Who else could play the title character of La Bella Antonia but La Bella Edwige? As a virtues (at first ) medieval maiden (not for long) bound to a marriage of inconvenience. she has to have a picture painted to sweeten the deal. Enter Giovanni Piccolomini (Riccardo Garrone), wearing a scene stealing red cap indicating his artistic nature. Giovanni’s brush is irresistible to every woman he meets, including (within the first ten minutes of the film), a serving wench at the local tavern and both of Antonia’s ladies in waiting. Being one of those period sex romps from Fenech’ early years, she still had to share on-screen nudity with up to six other women per film. Later her status as Italy’s queen of Sexploitation grew strong enough for her to demand alone-right on nakedness.
While Antonia remains adamant of saving herself for her clumsy blond Vulco (who looks and acts like Prince Valium from Spaceballs), Giovanni presents his favorite conquests with the latest fashion from Rome: a pair of big yellow bloomers. Hence the catchy theme song (La Mutanda) at the start. Owing to a rather under explained misunderstanding, Antonia commits herself to a convent because she is denied the love of Vulco, while it is actually him she is betrothed to all along. Luckily Giovanni decides to help the pair get together, although how he finds the time to do so while pleasing all the other women in town remains a mystery. The action (and I mean this literally) switches to the local convent, where all sorts of nocturnal activities are going on during nightly prayers.

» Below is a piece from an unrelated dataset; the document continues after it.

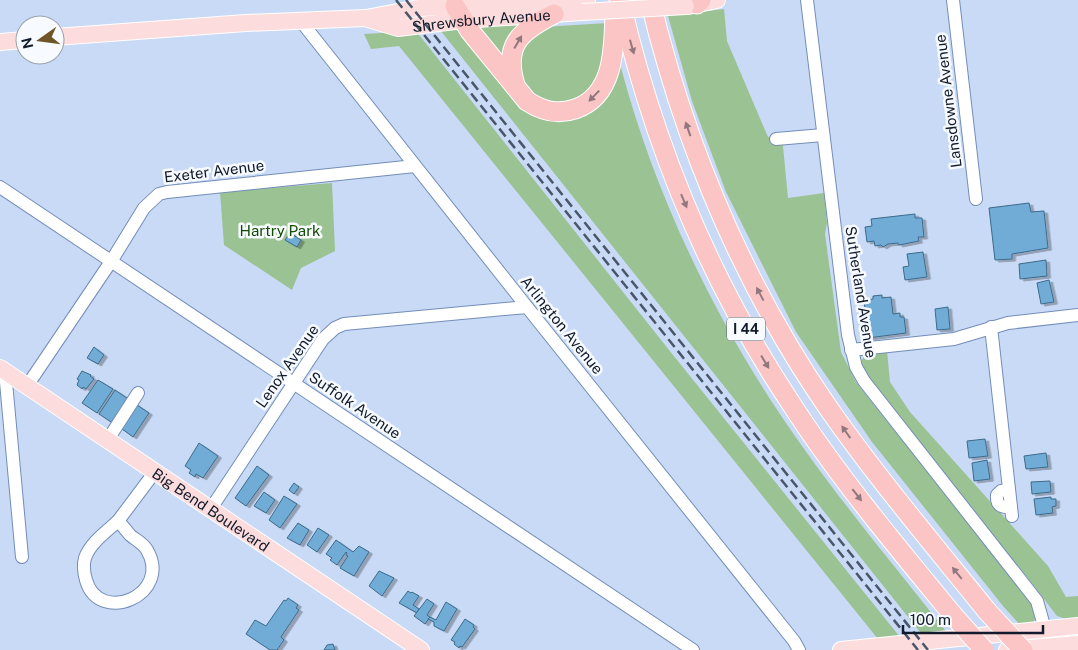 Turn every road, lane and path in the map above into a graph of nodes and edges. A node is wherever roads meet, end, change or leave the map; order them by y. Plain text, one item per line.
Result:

Of course at the time this film was shot, free love was all the rage, but the unrivaled promiscuity shown here borders on the ridiculous. For instance, over in another subplot, hapless servant Ariosto is forced to pimp out the female staff to Antonia’s lusty old dad. But mom (who does not look old enough to have carried Edwige in the first place) is on to him. Meanwhile again, Giovanni is painting an alfresco for Vulco’s mother, who really does not look old enough to – well, you get the picture. Eventually, all’s well that ends well with one of those Asterix final page banquets, except that once Antonia is married, she starts to take after her father.